*INFORMATION SHOWN*
◇ ◇ ◇ ◇ ◇ ◇ ◇

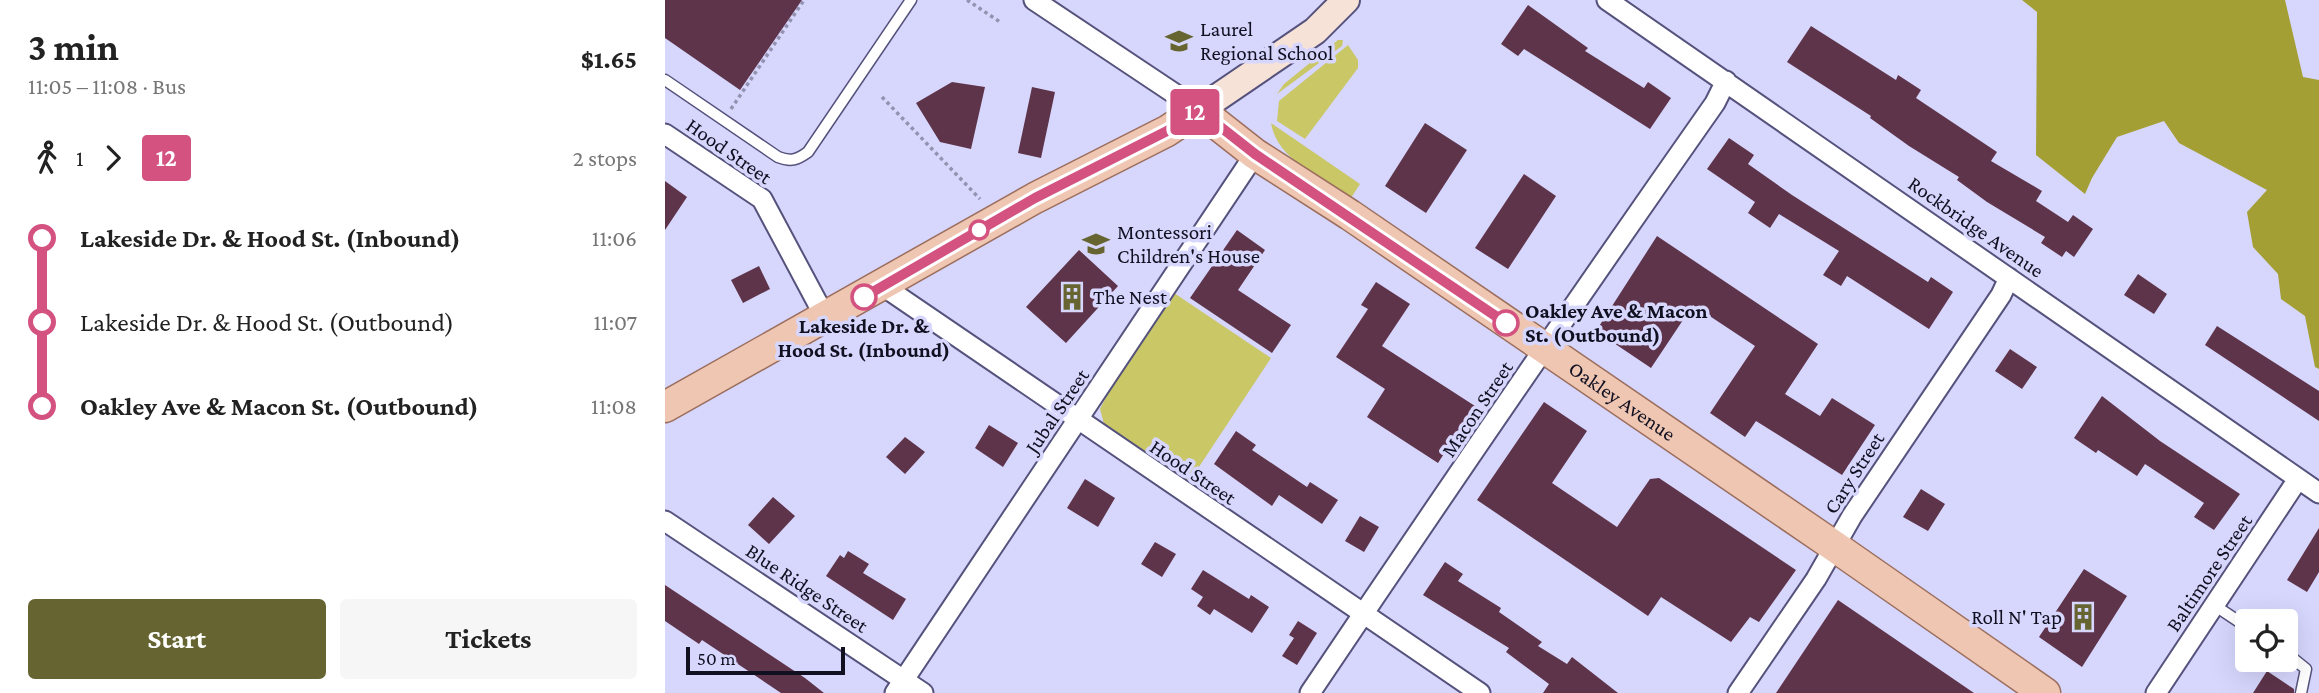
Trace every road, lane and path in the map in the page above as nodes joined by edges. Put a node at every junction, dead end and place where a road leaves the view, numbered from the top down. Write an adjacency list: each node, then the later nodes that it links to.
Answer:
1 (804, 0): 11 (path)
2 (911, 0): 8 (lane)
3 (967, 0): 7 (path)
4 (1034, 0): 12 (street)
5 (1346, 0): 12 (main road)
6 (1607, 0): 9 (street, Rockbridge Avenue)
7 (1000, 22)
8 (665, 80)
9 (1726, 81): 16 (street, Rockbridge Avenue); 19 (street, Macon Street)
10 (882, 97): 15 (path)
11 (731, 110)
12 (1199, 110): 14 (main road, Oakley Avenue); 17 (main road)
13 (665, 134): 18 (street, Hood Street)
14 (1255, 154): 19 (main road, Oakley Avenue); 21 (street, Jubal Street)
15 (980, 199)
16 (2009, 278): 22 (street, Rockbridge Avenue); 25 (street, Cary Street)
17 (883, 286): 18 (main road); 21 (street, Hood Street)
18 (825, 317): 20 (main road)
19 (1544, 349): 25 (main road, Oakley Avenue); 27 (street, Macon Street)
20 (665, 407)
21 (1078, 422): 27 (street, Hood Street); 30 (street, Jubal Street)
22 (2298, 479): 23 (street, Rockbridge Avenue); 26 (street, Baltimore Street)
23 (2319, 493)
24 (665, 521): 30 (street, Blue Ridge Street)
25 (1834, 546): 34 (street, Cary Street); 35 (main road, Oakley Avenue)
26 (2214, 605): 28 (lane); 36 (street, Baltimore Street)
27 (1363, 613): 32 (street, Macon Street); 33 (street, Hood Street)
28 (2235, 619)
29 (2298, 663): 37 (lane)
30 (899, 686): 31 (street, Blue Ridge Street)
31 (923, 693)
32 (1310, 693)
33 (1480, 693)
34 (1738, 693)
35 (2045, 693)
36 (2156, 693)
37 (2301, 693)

◇ ◇ ◇ ◇ ◇ ◇ ◇

*REQUIRED ACTION*
All of the data is to be returned exactly, with no pictures included.

*COMPLETED EXERCISE*
Trace every road, lane and path in the map in the page above as nodes joined by edges. Put a node at every junction, dead end and place where a road leaves the view, numbered from the top down. Write an adjacency list: each node, then the later nodes that it links to.
Answer:
1 (804, 0): 11 (path)
2 (911, 0): 8 (lane)
3 (967, 0): 7 (path)
4 (1034, 0): 12 (street)
5 (1346, 0): 12 (main road)
6 (1607, 0): 9 (street, Rockbridge Avenue)
7 (1000, 22)
8 (665, 80)
9 (1726, 81): 16 (street, Rockbridge Avenue); 19 (street, Macon Street)
10 (882, 97): 15 (path)
11 (731, 110)
12 (1199, 110): 14 (main road, Oakley Avenue); 17 (main road)
13 (665, 134): 18 (street, Hood Street)
14 (1255, 154): 19 (main road, Oakley Avenue); 21 (street, Jubal Street)
15 (980, 199)
16 (2009, 278): 22 (street, Rockbridge Avenue); 25 (street, Cary Street)
17 (883, 286): 18 (main road); 21 (street, Hood Street)
18 (825, 317): 20 (main road)
19 (1544, 349): 25 (main road, Oakley Avenue); 27 (street, Macon Street)
20 (665, 407)
21 (1078, 422): 27 (street, Hood Street); 30 (street, Jubal Street)
22 (2298, 479): 23 (street, Rockbridge Avenue); 26 (street, Baltimore Street)
23 (2319, 493)
24 (665, 521): 30 (street, Blue Ridge Street)
25 (1834, 546): 34 (street, Cary Street); 35 (main road, Oakley Avenue)
26 (2214, 605): 28 (lane); 36 (street, Baltimore Street)
27 (1363, 613): 32 (street, Macon Street); 33 (street, Hood Street)
28 (2235, 619)
29 (2298, 663): 37 (lane)
30 (899, 686): 31 (street, Blue Ridge Street)
31 (923, 693)
32 (1310, 693)
33 (1480, 693)
34 (1738, 693)
35 (2045, 693)
36 (2156, 693)
37 (2301, 693)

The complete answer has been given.